Work instruction:
If a line of the data below holds the word "Ramos", list it.

☆ ☆ ☆ ☆ ☆

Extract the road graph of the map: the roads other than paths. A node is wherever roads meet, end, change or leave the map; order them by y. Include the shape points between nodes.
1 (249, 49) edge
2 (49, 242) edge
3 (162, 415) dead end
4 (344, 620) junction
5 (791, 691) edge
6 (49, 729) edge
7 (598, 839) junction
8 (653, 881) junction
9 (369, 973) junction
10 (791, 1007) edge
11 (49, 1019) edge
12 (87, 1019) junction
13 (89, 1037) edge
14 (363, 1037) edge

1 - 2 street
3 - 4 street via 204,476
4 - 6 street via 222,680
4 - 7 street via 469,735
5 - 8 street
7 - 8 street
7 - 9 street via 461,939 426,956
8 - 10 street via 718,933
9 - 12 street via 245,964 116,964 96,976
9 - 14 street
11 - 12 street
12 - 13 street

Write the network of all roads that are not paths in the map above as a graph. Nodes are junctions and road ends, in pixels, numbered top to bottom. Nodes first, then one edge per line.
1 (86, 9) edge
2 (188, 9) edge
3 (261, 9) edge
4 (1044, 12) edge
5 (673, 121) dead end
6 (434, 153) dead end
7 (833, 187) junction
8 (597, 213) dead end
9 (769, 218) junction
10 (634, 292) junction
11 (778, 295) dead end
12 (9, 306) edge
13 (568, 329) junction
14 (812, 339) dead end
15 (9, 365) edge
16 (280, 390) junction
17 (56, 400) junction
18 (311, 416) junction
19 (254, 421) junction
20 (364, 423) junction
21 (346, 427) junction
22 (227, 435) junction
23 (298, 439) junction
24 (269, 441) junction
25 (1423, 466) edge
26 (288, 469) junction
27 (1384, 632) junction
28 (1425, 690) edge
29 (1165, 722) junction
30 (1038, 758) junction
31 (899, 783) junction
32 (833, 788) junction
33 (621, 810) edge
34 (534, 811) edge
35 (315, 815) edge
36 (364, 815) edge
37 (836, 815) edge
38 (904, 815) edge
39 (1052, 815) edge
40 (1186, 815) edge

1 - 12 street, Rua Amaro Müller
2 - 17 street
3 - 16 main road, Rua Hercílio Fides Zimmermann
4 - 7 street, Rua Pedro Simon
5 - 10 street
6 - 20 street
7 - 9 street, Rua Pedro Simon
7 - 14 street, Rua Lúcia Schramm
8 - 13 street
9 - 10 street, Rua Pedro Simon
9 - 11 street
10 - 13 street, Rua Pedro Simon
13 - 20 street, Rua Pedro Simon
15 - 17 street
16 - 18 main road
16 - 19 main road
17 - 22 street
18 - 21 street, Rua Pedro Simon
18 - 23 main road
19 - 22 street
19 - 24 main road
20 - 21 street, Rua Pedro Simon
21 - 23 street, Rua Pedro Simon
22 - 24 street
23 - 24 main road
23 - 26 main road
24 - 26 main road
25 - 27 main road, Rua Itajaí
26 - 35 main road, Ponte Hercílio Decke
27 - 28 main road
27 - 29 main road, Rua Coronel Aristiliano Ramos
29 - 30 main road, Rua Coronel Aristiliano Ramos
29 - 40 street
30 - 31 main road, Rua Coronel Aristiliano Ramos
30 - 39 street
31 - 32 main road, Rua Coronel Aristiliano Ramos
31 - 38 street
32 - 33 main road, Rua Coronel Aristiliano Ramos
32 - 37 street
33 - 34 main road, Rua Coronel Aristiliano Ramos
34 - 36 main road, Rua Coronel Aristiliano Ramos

☆ ☆ ☆ ☆ ☆

Problem solution:
27 - 29 main road, Rua Coronel Aristiliano Ramos
29 - 30 main road, Rua Coronel Aristiliano Ramos
30 - 31 main road, Rua Coronel Aristiliano Ramos
31 - 32 main road, Rua Coronel Aristiliano Ramos
32 - 33 main road, Rua Coronel Aristiliano Ramos
33 - 34 main road, Rua Coronel Aristiliano Ramos
34 - 36 main road, Rua Coronel Aristiliano Ramos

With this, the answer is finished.